Wednesday, March 9, 2011

Scott Walker's "Unbelievable Moment[s] Of True Journalism" Was Based On A Mistake

The Capital Times' John Nichols tells a great story about a story that was too good to be true.

It goes back to a detail in Scott Walker's infamous taped, prank call from a person claiming to be David Koch, a major supporter of right-wing causes and of Walker's gubernatorial campaign, too.

To drive home to the fake David Koch that the Walker anti-union message had support even among union members, Walker gleefully cited a New York Times story of February 21st about a man who had worked at the now-shuttered General Motors vehicle plant in Janesville who loved Walker's attack on public employee union workers. The United Auto Workers represented workers at the plant.

Nichols gets into the matter:

"The subject of the Feb. 21 piece was a fellow the Times identified as “Rich Hahan (who) worked at the General Motors plant here until it closed about two years ago … a union man from a union town …'”
No wonder Walker was giddy about the story.

He told the fake David Koch it was "one of those unbelievable moments of true journalism..."
Nichols quotes extensively from the transcript:

"Walker: ...I don’t normally tell people to read the New York Times, but the front page of the New York Times has got a great story, one of these unbelievable moments of true journalism, what is supposed to be objective journalism. They got out of the capital and went down one county south of the capital to Janesville, to Rock County, that’s where the General Motors plant once was."

“Koch” caller:  Right, right.

"Walker: ...The lead on this story is about a guy who was laid off two years ago, uh, he’s been laid off twice by GM, who points out that, uh, everybody else in his town has had to sacrifice except for all these public employees and it’s about damn time they do, and he supports me. Um, and they had a bartender, they had, I mean, every stereotypical blue-collar worker type they interviewed, and the only ones that weren’t with us were people who were either a public employee or married to a public employee. It’s an unbelievable story. So I went through and called all these, uh, a handful, a dozen or so lawmakers I worry about each day and said, “Everyone, we should get that story printed out and send it to anyone giving you grief.”
True journalism?

Really?

Get that story reprinted?

Not really.

The Times a few days later, Nichols notes, ran this correction:
“A front-page article on Tuesday about reaction among private sector workers in Wisconsin to Gov. Scott Walker’s effort to cut benefits and collective bargaining rights for unionized public employees referred incorrectly to the work history of one person quoted, and also misspelled his surname. While the man, Rich Hahn (not Hahan) described himself to a reporter as a ‘union guy,’ he now says that he has worked at unionized factories, but was not himself a union member. (The Times contacted Mr. Hahn again to review his background after a United Auto Workers official said the union had no record of his membership.)
There's something additionally comedic about Walker waxing so boastfully on a taped call to an impostor, then citing a newspaper story later corrected on the very point that supported Walker's boasts.
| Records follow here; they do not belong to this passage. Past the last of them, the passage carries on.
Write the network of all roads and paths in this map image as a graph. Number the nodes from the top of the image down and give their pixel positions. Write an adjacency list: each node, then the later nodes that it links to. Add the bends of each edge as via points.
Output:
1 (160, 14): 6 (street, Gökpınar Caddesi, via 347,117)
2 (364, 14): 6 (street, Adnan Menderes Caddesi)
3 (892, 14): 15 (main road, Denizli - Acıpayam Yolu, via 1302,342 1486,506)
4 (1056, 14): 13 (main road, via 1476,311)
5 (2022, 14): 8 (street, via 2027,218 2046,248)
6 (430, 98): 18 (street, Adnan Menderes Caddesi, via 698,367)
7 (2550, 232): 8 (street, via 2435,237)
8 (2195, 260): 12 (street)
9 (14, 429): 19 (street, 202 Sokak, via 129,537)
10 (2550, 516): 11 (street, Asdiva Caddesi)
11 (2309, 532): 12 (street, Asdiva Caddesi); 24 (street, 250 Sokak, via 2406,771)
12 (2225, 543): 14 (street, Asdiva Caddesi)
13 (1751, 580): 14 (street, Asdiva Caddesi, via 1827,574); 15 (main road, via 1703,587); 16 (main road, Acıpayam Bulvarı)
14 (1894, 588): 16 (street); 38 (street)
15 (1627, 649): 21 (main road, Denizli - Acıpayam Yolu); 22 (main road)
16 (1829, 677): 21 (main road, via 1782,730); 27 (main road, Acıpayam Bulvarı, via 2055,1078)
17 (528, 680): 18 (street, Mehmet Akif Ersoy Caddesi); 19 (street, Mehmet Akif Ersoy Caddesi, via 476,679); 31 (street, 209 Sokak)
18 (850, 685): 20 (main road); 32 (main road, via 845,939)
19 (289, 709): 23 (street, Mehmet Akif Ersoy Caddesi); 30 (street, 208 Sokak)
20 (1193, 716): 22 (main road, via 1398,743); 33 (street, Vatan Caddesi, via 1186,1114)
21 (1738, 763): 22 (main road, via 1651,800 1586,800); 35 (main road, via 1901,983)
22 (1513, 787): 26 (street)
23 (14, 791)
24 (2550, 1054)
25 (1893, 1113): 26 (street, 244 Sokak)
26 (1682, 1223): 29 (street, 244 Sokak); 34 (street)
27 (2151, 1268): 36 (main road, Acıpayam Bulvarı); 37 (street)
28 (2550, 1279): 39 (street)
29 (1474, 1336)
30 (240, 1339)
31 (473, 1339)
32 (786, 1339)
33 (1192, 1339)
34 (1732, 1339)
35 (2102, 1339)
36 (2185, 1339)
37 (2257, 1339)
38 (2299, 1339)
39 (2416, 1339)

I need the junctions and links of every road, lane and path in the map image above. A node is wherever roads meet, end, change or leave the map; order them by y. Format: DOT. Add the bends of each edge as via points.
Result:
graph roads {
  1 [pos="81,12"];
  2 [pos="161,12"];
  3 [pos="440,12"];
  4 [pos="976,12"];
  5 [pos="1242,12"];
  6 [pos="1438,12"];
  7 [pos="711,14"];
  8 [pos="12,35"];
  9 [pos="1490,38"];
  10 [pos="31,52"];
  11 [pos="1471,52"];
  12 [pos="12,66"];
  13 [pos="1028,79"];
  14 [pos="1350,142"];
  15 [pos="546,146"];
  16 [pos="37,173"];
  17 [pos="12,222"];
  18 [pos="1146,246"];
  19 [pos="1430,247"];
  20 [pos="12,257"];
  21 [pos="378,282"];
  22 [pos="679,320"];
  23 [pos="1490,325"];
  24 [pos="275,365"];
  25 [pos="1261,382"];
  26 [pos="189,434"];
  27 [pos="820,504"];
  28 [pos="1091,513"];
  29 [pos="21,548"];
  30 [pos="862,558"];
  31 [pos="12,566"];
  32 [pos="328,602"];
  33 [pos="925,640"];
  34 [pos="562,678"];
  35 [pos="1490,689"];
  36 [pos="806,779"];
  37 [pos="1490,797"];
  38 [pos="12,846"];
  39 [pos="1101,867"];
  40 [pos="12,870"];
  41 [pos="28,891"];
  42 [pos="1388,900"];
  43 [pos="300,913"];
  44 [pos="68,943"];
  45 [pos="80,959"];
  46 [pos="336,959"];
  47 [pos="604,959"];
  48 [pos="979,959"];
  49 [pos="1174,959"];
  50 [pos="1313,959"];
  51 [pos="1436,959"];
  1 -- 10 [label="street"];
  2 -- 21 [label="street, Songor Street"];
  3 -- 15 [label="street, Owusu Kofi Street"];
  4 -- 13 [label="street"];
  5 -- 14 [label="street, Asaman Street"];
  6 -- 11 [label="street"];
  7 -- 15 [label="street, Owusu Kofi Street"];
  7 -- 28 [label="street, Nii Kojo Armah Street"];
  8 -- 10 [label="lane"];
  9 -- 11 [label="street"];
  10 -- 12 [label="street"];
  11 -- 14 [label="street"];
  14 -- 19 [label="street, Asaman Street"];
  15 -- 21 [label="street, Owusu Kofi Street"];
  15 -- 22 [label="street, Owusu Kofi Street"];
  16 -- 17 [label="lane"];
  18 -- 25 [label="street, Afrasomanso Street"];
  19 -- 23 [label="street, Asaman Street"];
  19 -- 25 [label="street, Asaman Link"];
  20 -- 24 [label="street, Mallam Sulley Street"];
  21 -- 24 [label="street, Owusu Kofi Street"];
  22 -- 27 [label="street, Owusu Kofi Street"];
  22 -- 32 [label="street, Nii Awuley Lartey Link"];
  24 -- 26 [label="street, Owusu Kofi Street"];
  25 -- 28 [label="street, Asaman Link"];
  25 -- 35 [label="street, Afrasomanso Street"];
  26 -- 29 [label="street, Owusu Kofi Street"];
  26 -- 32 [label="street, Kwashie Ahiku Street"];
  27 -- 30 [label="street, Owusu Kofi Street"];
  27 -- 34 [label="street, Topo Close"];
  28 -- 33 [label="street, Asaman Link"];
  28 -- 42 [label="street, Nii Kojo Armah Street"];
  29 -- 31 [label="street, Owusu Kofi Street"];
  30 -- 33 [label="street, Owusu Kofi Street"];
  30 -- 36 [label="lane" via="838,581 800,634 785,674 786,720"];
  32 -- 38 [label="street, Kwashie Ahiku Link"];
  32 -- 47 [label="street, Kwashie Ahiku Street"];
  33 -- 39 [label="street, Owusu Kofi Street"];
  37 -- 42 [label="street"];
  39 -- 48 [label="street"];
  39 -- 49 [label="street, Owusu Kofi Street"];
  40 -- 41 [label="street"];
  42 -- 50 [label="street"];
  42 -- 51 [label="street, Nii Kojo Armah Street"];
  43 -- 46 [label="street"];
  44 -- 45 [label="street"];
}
You wonder if the same Walker staffers who were so anxious to put the David Koch impostor on the line had also stuck that New York Times on the boss's desk for super-duper talking point material when the call from the fake Koch brother came through?

2 comments:

Erik Gunn said...

I've written about labor for 25 years. When a guy tells me he's "a union guy," I wanna know what union (there is more than one in the old GM plant, and in most auto plants -- the UAW is just the most visible). So is it just that the scion of the publisher whose byline is on that NYTimes story can't be bothered with, well, you know, reporting?

enoughalready said...

I could not help but notice: The New York Times seemed to me to go to extraordinary lengths to photograph Scott Walker in such a way -- from below and off to one side -- that his bald spot was not visible. Which to me suggested some sympathy on their part for his cause of taking on the public employee unions. And I doubt that the correction will stop Walker from using this story. Facts never seemed to bother Reagan too much, either, when they got in the way of a good story.